Bond and Anya board an American submarine, USS Wayne, to study the Liparus from below, but the submarine is seized and taken aboard the ship, which is basically a floating submarine dock. Stromberg’s plan is to launch nuclear missiles from both the British and the Soviet submarines, obliterating Moscow and New York and triggering a nuclear war. Stromberg would survive under the sea and begin a new civilisation. He heads for Atlantis with Anya his captive, but Bond breaks free and rescues the two submarine crews. He tricks the submarines into firing their missiles at each other, destroying both and killing Stromberg’s crew. The submarine crews escape the ship on the American submarine.

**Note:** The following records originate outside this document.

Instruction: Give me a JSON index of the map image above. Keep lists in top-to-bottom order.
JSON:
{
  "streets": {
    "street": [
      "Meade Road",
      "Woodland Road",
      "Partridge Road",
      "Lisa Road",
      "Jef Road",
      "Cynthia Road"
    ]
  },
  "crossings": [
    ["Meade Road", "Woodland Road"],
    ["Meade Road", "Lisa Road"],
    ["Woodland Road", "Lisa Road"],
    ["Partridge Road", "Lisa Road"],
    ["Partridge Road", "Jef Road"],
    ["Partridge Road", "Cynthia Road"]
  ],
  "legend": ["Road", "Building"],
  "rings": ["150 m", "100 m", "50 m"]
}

The Pentagon wants to destroy Atlantis, but Bond argues for rescuing Anya first. He finds Anya and kills Stromberg but encounters Jaws. Bond manages to dump Jaws in a shark tank, but Jaws kills the shark and escapes, swimming out to sea to the applause of the audience. Bond and Anya leave in an escape pod and Atlantis is sunk. Anya decides not to kill Bond. The Royal Navy picks them up.
The film was directed by Lewis Gilbert from a screenplay by Christopher Wood, Richard Maibaum, and Tom Mankiewicz, based allegedly on Ian Fleming’s 1962 novel, but about all they took was the title, which Eon Productions had the rights to. It was very well received by critics and audiences and is generally considered the best of the Roger Moore Bond movies. The music by Marvin Hamlisch was praised. The film was nominated for three Oscars. Production was delayed by the departure of Harry Saltzman, producer at Eon Productions. If Eon did not produce a Bond film every 18 months, they might lose the Bond rights to United Artists.
Producer Albert Broccoli declined to let Steven Spielberg direct. There were problems getting the script written and nine people tried to do it. Broccoli decided to use a KGB agent for Bond’s love-interest after showing the Russians a Bond film, which they enjoyed but thought too anti-Russian. Catherine Deneuve wanted to play Anya but demanded a quarter million dollars for it. David Prowse (Chewbacca) was considered for Jaws. To accommodate the interior of Stromberg’s supertanker, a whole new soundstage was built at Pinewood Studios, called the 007 Stage. The song Nobody Does It Better, by Marvin Hamlisch and Carole Bayer Sager, sung by Carly Simon, was very popular and was nominated for an Oscar but lost to You Light Up My Life. At a special screening in London, attended by Prince Charles and other Royals, the Union Jack parachute scene received a standing ovation.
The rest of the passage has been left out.